*Required work*
Once you have read the records below, print them again exactly as they stand.

[Data to process — start]

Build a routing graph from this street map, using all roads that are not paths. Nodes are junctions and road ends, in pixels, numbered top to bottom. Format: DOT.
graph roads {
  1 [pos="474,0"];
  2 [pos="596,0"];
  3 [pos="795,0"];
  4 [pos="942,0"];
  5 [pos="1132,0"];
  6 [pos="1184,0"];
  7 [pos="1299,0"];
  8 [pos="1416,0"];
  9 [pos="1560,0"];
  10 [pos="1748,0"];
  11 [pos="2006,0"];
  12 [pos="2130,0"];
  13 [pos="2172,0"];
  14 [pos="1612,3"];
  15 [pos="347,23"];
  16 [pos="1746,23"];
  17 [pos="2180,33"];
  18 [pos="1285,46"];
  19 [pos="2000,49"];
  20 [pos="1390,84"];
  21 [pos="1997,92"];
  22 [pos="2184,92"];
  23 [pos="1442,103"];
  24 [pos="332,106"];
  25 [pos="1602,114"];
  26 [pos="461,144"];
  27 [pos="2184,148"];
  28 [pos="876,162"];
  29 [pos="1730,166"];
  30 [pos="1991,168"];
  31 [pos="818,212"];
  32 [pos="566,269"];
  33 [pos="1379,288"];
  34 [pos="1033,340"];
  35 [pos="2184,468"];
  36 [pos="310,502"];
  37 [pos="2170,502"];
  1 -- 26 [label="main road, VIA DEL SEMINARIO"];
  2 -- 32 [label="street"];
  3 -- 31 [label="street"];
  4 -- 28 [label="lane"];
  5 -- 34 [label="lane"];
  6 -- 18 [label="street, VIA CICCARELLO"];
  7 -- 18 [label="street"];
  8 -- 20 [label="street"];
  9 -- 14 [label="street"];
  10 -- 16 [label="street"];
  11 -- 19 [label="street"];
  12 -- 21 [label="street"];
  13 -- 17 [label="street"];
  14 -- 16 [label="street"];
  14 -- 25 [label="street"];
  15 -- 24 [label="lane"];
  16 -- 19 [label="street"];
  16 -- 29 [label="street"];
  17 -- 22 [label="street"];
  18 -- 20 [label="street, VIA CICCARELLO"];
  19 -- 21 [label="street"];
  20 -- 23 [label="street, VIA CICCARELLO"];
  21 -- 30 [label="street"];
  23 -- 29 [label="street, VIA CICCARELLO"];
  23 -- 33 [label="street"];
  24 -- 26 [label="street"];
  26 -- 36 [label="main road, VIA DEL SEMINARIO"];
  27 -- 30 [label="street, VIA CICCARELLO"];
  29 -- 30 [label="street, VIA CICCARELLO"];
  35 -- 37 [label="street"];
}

[Data to process — finish]

*Answer below*
Build a routing graph from this street map, using all roads that are not paths. Nodes are junctions and road ends, in pixels, numbered top to bottom. Format: DOT.
graph roads {
  1 [pos="474,0"];
  2 [pos="596,0"];
  3 [pos="795,0"];
  4 [pos="942,0"];
  5 [pos="1132,0"];
  6 [pos="1184,0"];
  7 [pos="1299,0"];
  8 [pos="1416,0"];
  9 [pos="1560,0"];
  10 [pos="1748,0"];
  11 [pos="2006,0"];
  12 [pos="2130,0"];
  13 [pos="2172,0"];
  14 [pos="1612,3"];
  15 [pos="347,23"];
  16 [pos="1746,23"];
  17 [pos="2180,33"];
  18 [pos="1285,46"];
  19 [pos="2000,49"];
  20 [pos="1390,84"];
  21 [pos="1997,92"];
  22 [pos="2184,92"];
  23 [pos="1442,103"];
  24 [pos="332,106"];
  25 [pos="1602,114"];
  26 [pos="461,144"];
  27 [pos="2184,148"];
  28 [pos="876,162"];
  29 [pos="1730,166"];
  30 [pos="1991,168"];
  31 [pos="818,212"];
  32 [pos="566,269"];
  33 [pos="1379,288"];
  34 [pos="1033,340"];
  35 [pos="2184,468"];
  36 [pos="310,502"];
  37 [pos="2170,502"];
  1 -- 26 [label="main road, VIA DEL SEMINARIO"];
  2 -- 32 [label="street"];
  3 -- 31 [label="street"];
  4 -- 28 [label="lane"];
  5 -- 34 [label="lane"];
  6 -- 18 [label="street, VIA CICCARELLO"];
  7 -- 18 [label="street"];
  8 -- 20 [label="street"];
  9 -- 14 [label="street"];
  10 -- 16 [label="street"];
  11 -- 19 [label="street"];
  12 -- 21 [label="street"];
  13 -- 17 [label="street"];
  14 -- 16 [label="street"];
  14 -- 25 [label="street"];
  15 -- 24 [label="lane"];
  16 -- 19 [label="street"];
  16 -- 29 [label="street"];
  17 -- 22 [label="street"];
  18 -- 20 [label="street, VIA CICCARELLO"];
  19 -- 21 [label="street"];
  20 -- 23 [label="street, VIA CICCARELLO"];
  21 -- 30 [label="street"];
  23 -- 29 [label="street, VIA CICCARELLO"];
  23 -- 33 [label="street"];
  24 -- 26 [label="street"];
  26 -- 36 [label="main road, VIA DEL SEMINARIO"];
  27 -- 30 [label="street, VIA CICCARELLO"];
  29 -- 30 [label="street, VIA CICCARELLO"];
  35 -- 37 [label="street"];
}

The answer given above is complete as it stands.